TASK ITEM ▸
A line belongs in the answer if it contains "roads"; copy every such line from the entries below.

RECORDS FOR THE EXERCISE ▸
========================================================================

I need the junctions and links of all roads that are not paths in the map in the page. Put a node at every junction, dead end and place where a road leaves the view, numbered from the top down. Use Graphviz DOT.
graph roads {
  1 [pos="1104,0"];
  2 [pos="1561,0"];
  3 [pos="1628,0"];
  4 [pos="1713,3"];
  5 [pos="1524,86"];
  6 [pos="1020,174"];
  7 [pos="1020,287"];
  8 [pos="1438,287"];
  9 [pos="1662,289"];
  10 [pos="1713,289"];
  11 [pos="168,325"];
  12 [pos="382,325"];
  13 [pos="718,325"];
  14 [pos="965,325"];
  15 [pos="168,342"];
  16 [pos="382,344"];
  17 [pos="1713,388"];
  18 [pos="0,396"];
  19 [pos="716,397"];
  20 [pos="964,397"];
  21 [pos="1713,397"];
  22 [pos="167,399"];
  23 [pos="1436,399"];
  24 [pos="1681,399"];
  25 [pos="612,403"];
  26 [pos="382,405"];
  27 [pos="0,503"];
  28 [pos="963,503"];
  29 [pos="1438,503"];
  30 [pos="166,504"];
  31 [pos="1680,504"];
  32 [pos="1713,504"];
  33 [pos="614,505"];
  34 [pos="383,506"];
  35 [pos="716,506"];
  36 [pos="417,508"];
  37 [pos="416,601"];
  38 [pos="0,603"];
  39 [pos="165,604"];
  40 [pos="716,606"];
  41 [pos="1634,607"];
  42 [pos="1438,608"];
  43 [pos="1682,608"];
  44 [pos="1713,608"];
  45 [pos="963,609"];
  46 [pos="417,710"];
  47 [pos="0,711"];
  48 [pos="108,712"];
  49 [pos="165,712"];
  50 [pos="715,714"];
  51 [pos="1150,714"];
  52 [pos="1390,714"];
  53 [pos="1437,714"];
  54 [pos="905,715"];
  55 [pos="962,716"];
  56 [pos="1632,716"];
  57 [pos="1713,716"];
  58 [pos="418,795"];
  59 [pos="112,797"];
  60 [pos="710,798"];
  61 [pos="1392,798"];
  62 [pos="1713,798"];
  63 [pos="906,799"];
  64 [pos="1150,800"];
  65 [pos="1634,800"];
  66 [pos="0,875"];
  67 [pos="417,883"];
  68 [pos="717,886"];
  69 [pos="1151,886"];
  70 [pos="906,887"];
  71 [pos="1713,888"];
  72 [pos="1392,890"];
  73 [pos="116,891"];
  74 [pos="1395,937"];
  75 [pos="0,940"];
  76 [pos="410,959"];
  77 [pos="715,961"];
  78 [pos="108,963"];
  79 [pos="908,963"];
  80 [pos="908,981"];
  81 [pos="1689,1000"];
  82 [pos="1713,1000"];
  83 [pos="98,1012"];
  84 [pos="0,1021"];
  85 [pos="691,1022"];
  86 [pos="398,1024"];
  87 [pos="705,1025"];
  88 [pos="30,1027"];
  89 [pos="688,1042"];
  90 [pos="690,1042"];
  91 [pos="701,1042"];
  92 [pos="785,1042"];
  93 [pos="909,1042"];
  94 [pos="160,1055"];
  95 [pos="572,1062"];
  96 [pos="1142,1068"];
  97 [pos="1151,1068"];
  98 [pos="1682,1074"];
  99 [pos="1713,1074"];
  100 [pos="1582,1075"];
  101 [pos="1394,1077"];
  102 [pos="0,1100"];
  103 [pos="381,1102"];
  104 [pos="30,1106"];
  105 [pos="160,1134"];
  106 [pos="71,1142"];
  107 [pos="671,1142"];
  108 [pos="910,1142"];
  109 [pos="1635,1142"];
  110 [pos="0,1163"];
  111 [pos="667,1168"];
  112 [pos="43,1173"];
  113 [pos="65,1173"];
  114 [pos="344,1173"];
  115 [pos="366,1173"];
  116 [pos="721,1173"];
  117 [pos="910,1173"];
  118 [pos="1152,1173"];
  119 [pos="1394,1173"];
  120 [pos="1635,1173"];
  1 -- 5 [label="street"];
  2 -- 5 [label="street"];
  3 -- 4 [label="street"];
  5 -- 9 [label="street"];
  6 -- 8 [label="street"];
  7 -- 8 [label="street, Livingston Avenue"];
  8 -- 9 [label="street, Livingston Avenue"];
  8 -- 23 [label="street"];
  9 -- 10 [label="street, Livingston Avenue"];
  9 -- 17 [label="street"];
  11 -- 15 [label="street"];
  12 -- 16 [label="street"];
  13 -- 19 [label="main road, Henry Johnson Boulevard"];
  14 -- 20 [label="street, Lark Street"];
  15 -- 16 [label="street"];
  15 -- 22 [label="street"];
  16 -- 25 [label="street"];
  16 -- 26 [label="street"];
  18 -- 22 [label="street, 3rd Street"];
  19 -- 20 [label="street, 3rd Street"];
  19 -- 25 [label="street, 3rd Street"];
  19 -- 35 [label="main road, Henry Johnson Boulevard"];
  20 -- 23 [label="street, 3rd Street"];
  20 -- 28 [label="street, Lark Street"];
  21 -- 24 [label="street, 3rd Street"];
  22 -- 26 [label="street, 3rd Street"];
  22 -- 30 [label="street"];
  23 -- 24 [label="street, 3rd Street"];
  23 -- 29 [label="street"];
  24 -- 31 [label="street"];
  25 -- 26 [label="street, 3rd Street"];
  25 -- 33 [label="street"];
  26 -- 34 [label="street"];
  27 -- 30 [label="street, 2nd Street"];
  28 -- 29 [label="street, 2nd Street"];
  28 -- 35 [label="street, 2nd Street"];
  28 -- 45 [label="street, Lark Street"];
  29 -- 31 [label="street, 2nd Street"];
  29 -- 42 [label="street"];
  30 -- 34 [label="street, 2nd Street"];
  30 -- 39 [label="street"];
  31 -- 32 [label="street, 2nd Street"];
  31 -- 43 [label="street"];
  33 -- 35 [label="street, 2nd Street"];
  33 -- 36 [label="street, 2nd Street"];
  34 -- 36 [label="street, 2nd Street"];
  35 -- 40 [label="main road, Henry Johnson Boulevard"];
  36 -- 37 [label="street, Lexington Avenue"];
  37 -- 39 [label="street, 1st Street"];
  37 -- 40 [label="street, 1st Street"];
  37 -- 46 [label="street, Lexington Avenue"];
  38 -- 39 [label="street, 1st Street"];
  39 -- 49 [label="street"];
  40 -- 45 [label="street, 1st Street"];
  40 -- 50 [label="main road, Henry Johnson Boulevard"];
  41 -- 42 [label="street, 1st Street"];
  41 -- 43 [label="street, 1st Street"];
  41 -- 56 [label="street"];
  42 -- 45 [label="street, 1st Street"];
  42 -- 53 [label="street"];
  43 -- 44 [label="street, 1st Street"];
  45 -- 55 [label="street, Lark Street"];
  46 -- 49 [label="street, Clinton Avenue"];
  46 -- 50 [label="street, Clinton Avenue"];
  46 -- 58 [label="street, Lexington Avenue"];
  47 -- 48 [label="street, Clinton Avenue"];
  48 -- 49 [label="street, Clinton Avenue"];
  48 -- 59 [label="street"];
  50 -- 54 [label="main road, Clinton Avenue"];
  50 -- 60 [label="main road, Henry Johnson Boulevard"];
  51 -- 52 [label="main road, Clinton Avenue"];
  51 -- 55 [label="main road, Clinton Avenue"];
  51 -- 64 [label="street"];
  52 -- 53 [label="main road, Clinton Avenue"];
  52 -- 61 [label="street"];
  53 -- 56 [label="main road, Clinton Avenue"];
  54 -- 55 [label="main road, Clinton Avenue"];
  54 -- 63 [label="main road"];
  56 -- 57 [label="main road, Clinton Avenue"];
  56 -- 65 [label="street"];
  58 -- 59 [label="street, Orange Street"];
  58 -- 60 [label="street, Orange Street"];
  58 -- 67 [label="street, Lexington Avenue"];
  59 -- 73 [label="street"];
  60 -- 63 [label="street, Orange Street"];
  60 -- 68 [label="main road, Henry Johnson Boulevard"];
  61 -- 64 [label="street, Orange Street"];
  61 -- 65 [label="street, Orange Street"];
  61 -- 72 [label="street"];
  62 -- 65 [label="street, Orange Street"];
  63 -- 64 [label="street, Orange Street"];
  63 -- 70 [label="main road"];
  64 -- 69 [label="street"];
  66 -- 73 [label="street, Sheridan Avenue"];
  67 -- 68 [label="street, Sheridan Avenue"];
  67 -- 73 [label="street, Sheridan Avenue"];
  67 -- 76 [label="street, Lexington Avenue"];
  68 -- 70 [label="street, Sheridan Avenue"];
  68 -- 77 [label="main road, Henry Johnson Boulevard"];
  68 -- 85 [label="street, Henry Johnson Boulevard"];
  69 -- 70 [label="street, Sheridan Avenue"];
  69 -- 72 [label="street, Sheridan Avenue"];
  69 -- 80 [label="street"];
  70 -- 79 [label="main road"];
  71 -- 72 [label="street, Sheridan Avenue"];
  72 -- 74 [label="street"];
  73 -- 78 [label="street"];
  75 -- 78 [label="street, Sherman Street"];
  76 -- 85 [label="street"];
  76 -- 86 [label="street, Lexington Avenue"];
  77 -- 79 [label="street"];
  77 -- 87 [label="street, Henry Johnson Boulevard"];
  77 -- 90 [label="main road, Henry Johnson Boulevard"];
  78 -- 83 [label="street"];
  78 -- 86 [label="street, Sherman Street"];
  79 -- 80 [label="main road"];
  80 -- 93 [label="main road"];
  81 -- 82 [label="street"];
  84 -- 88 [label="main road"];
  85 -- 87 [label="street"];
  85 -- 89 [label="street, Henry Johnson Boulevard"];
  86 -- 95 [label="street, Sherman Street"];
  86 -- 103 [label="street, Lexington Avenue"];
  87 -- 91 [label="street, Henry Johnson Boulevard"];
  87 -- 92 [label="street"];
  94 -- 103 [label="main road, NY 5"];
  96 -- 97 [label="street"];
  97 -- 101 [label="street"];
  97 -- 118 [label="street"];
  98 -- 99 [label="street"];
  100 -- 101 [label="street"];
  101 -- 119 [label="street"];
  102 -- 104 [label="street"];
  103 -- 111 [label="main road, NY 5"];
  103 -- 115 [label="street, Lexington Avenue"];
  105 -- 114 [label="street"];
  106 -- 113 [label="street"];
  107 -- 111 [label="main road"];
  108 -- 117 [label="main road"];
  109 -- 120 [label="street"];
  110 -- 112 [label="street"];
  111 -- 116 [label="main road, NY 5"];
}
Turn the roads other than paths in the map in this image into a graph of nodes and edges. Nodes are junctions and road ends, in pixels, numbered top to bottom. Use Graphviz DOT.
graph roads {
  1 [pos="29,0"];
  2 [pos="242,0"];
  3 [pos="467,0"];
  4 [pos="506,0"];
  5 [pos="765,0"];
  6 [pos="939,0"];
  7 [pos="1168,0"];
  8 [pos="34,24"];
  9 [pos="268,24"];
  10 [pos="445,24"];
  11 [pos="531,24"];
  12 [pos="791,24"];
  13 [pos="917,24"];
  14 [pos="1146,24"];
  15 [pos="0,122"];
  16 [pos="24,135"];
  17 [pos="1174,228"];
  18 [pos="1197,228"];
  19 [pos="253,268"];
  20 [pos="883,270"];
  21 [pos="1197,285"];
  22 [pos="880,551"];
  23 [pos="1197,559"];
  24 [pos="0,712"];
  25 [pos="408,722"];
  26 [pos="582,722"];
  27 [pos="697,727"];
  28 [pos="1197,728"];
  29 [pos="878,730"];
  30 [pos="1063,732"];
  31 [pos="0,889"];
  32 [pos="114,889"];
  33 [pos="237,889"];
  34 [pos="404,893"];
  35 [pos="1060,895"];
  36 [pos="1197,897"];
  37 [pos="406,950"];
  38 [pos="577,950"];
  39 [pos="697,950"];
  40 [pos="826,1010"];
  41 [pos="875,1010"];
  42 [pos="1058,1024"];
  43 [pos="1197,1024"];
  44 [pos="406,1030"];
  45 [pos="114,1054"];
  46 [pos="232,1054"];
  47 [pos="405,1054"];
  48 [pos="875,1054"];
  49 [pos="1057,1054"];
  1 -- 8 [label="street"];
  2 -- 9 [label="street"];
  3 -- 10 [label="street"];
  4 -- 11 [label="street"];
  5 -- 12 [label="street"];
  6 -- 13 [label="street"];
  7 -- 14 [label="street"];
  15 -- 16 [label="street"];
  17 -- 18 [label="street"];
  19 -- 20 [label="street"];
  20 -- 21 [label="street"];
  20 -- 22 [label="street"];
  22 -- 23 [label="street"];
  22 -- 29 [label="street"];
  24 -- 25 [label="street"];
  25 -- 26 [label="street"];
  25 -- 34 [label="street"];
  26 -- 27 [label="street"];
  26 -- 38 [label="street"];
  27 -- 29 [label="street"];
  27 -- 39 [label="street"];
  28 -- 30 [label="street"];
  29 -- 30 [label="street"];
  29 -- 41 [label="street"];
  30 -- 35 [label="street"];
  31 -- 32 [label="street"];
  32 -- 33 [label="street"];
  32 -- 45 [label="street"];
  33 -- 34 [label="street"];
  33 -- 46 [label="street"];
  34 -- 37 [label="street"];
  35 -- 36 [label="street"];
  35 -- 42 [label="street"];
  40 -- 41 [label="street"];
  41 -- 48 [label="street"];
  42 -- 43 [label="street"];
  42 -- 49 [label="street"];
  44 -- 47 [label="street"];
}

========================================================================

COMPLETED TASK ▸
I need the junctions and links of all roads that are not paths in the map in the page. Put a node at every junction, dead end and place where a road leaves the view, numbered from the top down. Use Graphviz DOT.
graph roads {
Turn the roads other than paths in the map in this image into a graph of nodes and edges. Nodes are junctions and road ends, in pixels, numbered top to bottom. Use Graphviz DOT.
graph roads {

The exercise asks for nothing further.